Work order:
An exact retyping of all lines below is the answer; pictures do not belong in it.

The input below:

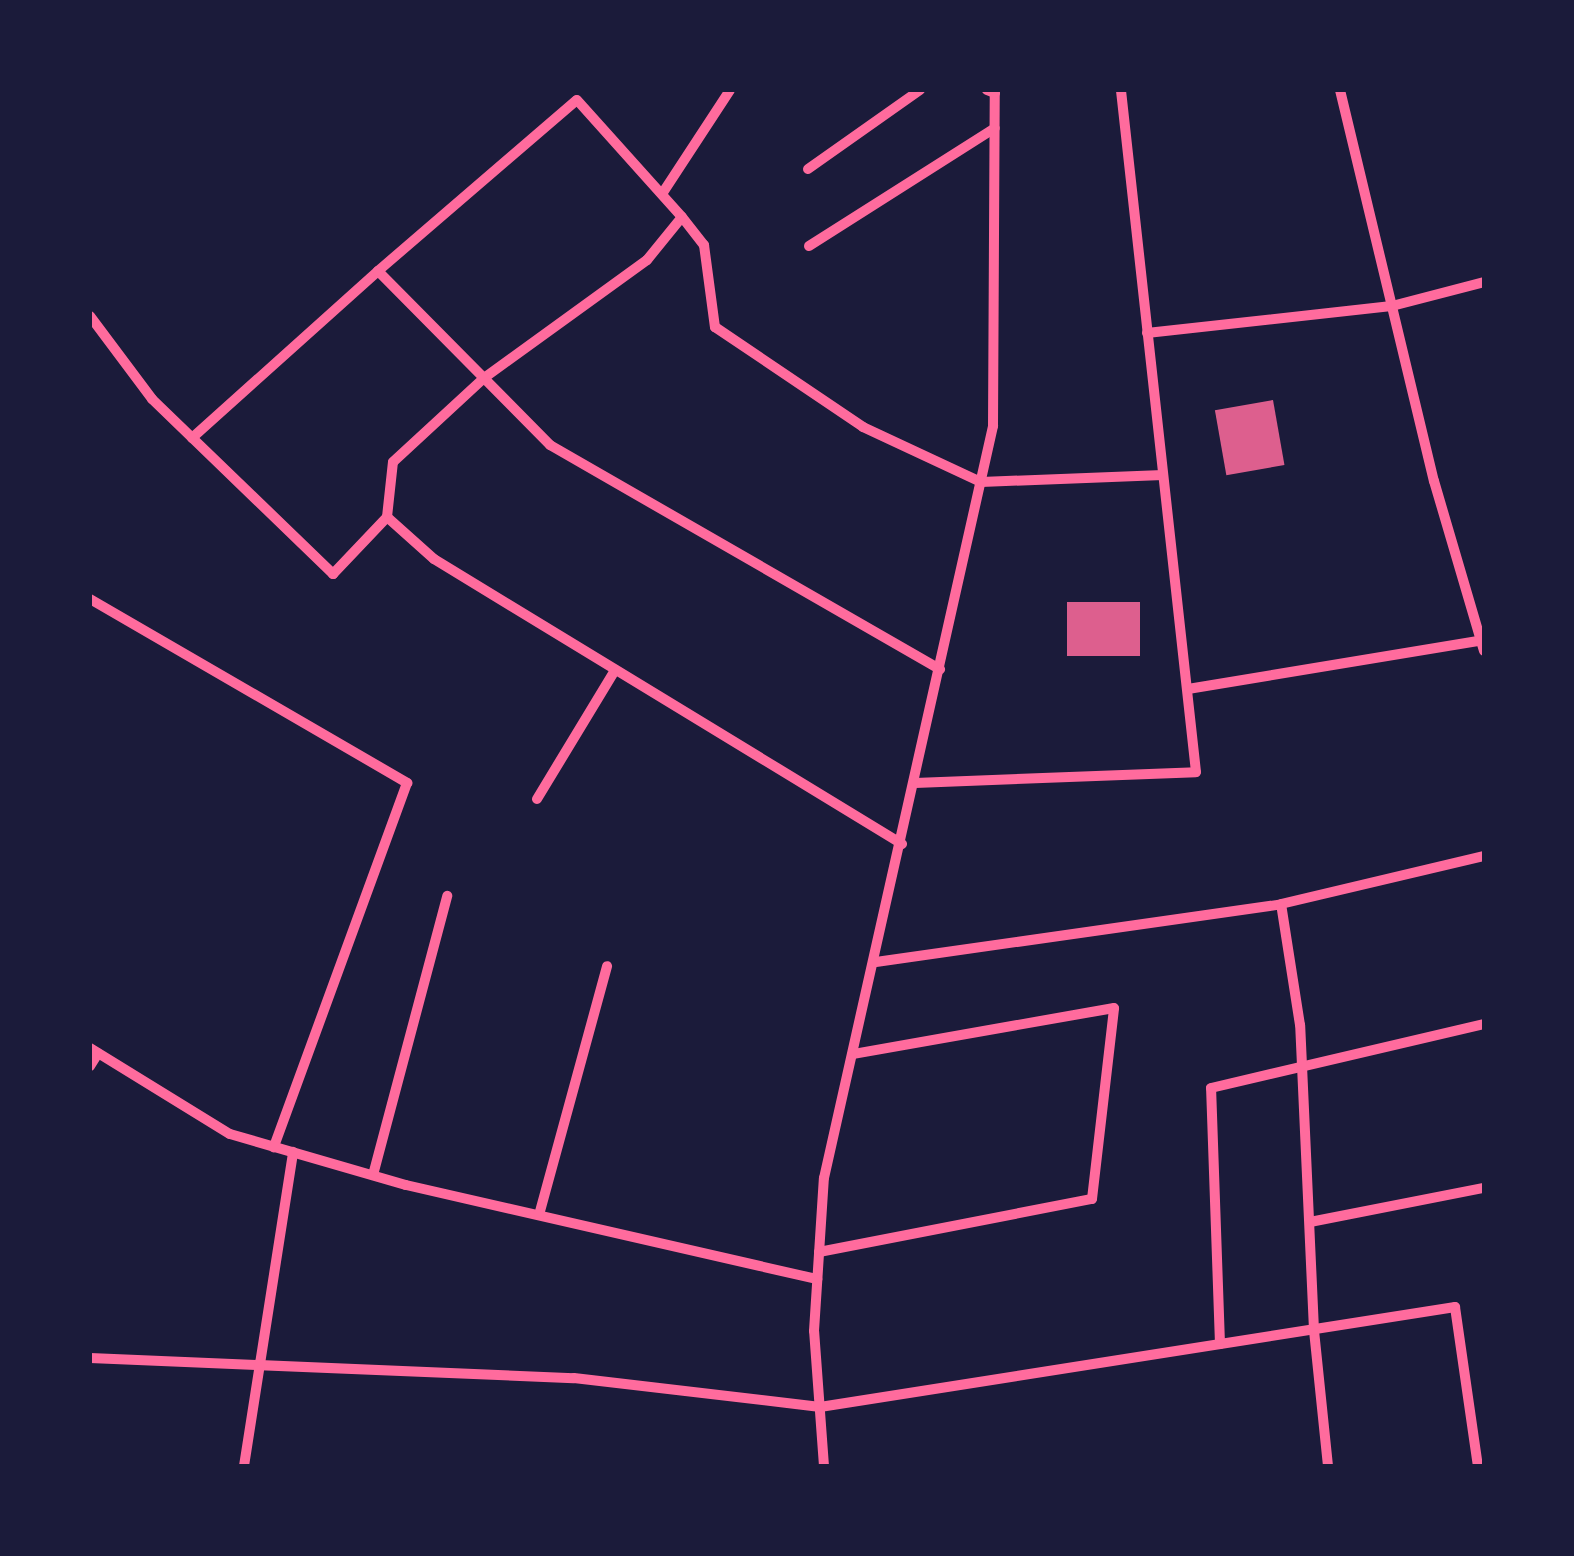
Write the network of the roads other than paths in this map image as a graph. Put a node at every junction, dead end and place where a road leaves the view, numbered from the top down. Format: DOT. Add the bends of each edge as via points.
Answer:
graph roads {
  1 [pos="730,90"];
  2 [pos="920,90"];
  3 [pos="987,90"];
  4 [pos="1121,90"];
  5 [pos="1340,90"];
  6 [pos="995,128"];
  7 [pos="808,169"];
  8 [pos="662,194"];
  9 [pos="682,217"];
  10 [pos="808,246"];
  11 [pos="378,270"];
  12 [pos="1484,282"];
  13 [pos="1392,306"];
  14 [pos="90,316"];
  15 [pos="1147,332"];
  16 [pos="484,378"];
  17 [pos="192,438"];
  18 [pos="1163,475"];
  19 [pos="981,482"];
  20 [pos="387,517"];
  21 [pos="90,599"];
  22 [pos="1483,644"];
  23 [pos="615,670"];
  24 [pos="940,670"];
  25 [pos="1188,689"];
  26 [pos="916,783"];
  27 [pos="537,799"];
  28 [pos="902,844"];
  29 [pos="1484,856"];
  30 [pos="447,896"];
  31 [pos="1281,904"];
  32 [pos="876,962"];
  33 [pos="607,966"];
  34 [pos="1484,1024"];
  35 [pos="94,1051"];
  36 [pos="854,1054"];
  37 [pos="90,1066"];
  38 [pos="1302,1069"];
  39 [pos="274,1147"];
  40 [pos="293,1152"];
  41 [pos="373,1175"];
  42 [pos="1484,1188"];
  43 [pos="539,1216"];
  44 [pos="1310,1222"];
  45 [pos="819,1252"];
  46 [pos="817,1280"];
  47 [pos="1314,1330"];
  48 [pos="1220,1344"];
  49 [pos="90,1358"];
  50 [pos="260,1363"];
  51 [pos="820,1407"];
  52 [pos="244,1466"];
  53 [pos="824,1466"];
  54 [pos="1328,1466"];
  55 [pos="1478,1466"];
  1 -- 8 [label="street"];
  2 -- 7 [label="street"];
  3 -- 6 [label="street" via="995,92"];
  4 -- 15 [label="street"];
  5 -- 13 [label="street"];
  6 -- 10 [label="street"];
  6 -- 19 [label="street" via="993,426"];
  8 -- 9 [label="street"];
  8 -- 11 [label="street" via="577,100"];
  9 -- 16 [label="street" via="647,260"];
  9 -- 19 [label="street" via="704,245 715,328 864,427"];
  11 -- 16 [label="street"];
  11 -- 17 [label="street"];
  12 -- 13 [label="street"];
  13 -- 15 [label="street"];
  13 -- 22 [label="street"];
  14 -- 17 [label="street" via="152,399"];
  15 -- 18 [label="street"];
  16 -- 20 [label="street" via="393,462"];
  16 -- 24 [label="street" via="550,446"];
  17 -- 20 [label="street" via="333,574"];
  18 -- 19 [label="street"];
  18 -- 25 [label="street"];
  19 -- 24 [label="street"];
  20 -- 23 [label="street" via="434,560"];
  21 -- 39 [label="street" via="406,783"];
  22 -- 25 [label="street"];
  23 -- 27 [label="street"];
  23 -- 28 [label="street"];
  24 -- 26 [label="street"];
  25 -- 26 [label="street" via="1196,772"];
  26 -- 28 [label="street"];
  28 -- 32 [label="street"];
  29 -- 31 [label="street"];
  30 -- 41 [label="street"];
  31 -- 32 [label="street"];
  31 -- 38 [label="street"];
  32 -- 36 [label="street"];
  33 -- 43 [label="street"];
  34 -- 38 [label="street"];
  35 -- 37 [label="street"];
  35 -- 39 [label="street" via="230,1134"];
  36 -- 45 [label="street" via="824,1178"];
  36 -- 45 [label="street" via="1114,1008 1092,1199"];
  38 -- 44 [label="street"];
  38 -- 48 [label="street" via="1212,1088"];
  39 -- 40 [label="street"];
  40 -- 41 [label="street"];
  40 -- 50 [label="street"];
  41 -- 43 [label="street"];
  42 -- 44 [label="street"];
  43 -- 46 [label="street"];
  44 -- 47 [label="street"];
  45 -- 46 [label="street"];
  46 -- 51 [label="street"];
  47 -- 48 [label="street"];
  47 -- 54 [label="street"];
  47 -- 55 [label="street" via="1455,1308"];
  48 -- 51 [label="street"];
  49 -- 50 [label="street"];
  50 -- 51 [label="street" via="574,1378"];
  50 -- 52 [label="street"];
  51 -- 53 [label="street"];
}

End of The input.

Response to the exercise:
Write the network of the roads other than paths in this map image as a graph. Put a node at every junction, dead end and place where a road leaves the view, numbered from the top down. Format: DOT. Add the bends of each edge as via points.
Answer:
graph roads {
  1 [pos="730,90"];
  2 [pos="920,90"];
  3 [pos="987,90"];
  4 [pos="1121,90"];
  5 [pos="1340,90"];
  6 [pos="995,128"];
  7 [pos="808,169"];
  8 [pos="662,194"];
  9 [pos="682,217"];
  10 [pos="808,246"];
  11 [pos="378,270"];
  12 [pos="1484,282"];
  13 [pos="1392,306"];
  14 [pos="90,316"];
  15 [pos="1147,332"];
  16 [pos="484,378"];
  17 [pos="192,438"];
  18 [pos="1163,475"];
  19 [pos="981,482"];
  20 [pos="387,517"];
  21 [pos="90,599"];
  22 [pos="1483,644"];
  23 [pos="615,670"];
  24 [pos="940,670"];
  25 [pos="1188,689"];
  26 [pos="916,783"];
  27 [pos="537,799"];
  28 [pos="902,844"];
  29 [pos="1484,856"];
  30 [pos="447,896"];
  31 [pos="1281,904"];
  32 [pos="876,962"];
  33 [pos="607,966"];
  34 [pos="1484,1024"];
  35 [pos="94,1051"];
  36 [pos="854,1054"];
  37 [pos="90,1066"];
  38 [pos="1302,1069"];
  39 [pos="274,1147"];
  40 [pos="293,1152"];
  41 [pos="373,1175"];
  42 [pos="1484,1188"];
  43 [pos="539,1216"];
  44 [pos="1310,1222"];
  45 [pos="819,1252"];
  46 [pos="817,1280"];
  47 [pos="1314,1330"];
  48 [pos="1220,1344"];
  49 [pos="90,1358"];
  50 [pos="260,1363"];
  51 [pos="820,1407"];
  52 [pos="244,1466"];
  53 [pos="824,1466"];
  54 [pos="1328,1466"];
  55 [pos="1478,1466"];
  1 -- 8 [label="street"];
  2 -- 7 [label="street"];
  3 -- 6 [label="street" via="995,92"];
  4 -- 15 [label="street"];
  5 -- 13 [label="street"];
  6 -- 10 [label="street"];
  6 -- 19 [label="street" via="993,426"];
  8 -- 9 [label="street"];
  8 -- 11 [label="street" via="577,100"];
  9 -- 16 [label="street" via="647,260"];
  9 -- 19 [label="street" via="704,245 715,328 864,427"];
  11 -- 16 [label="street"];
  11 -- 17 [label="street"];
  12 -- 13 [label="street"];
  13 -- 15 [label="street"];
  13 -- 22 [label="street"];
  14 -- 17 [label="street" via="152,399"];
  15 -- 18 [label="street"];
  16 -- 20 [label="street" via="393,462"];
  16 -- 24 [label="street" via="550,446"];
  17 -- 20 [label="street" via="333,574"];
  18 -- 19 [label="street"];
  18 -- 25 [label="street"];
  19 -- 24 [label="street"];
  20 -- 23 [label="street" via="434,560"];
  21 -- 39 [label="street" via="406,783"];
  22 -- 25 [label="street"];
  23 -- 27 [label="street"];
  23 -- 28 [label="street"];
  24 -- 26 [label="street"];
  25 -- 26 [label="street" via="1196,772"];
  26 -- 28 [label="street"];
  28 -- 32 [label="street"];
  29 -- 31 [label="street"];
  30 -- 41 [label="street"];
  31 -- 32 [label="street"];
  31 -- 38 [label="street"];
  32 -- 36 [label="street"];
  33 -- 43 [label="street"];
  34 -- 38 [label="street"];
  35 -- 37 [label="street"];
  35 -- 39 [label="street" via="230,1134"];
  36 -- 45 [label="street" via="824,1178"];
  36 -- 45 [label="street" via="1114,1008 1092,1199"];
  38 -- 44 [label="street"];
  38 -- 48 [label="street" via="1212,1088"];
  39 -- 40 [label="street"];
  40 -- 41 [label="street"];
  40 -- 50 [label="street"];
  41 -- 43 [label="street"];
  42 -- 44 [label="street"];
  43 -- 46 [label="street"];
  44 -- 47 [label="street"];
  45 -- 46 [label="street"];
  46 -- 51 [label="street"];
  47 -- 48 [label="street"];
  47 -- 54 [label="street"];
  47 -- 55 [label="street" via="1455,1308"];
  48 -- 51 [label="street"];
  49 -- 50 [label="street"];
  50 -- 51 [label="street" via="574,1378"];
  50 -- 52 [label="street"];
  51 -- 53 [label="street"];
}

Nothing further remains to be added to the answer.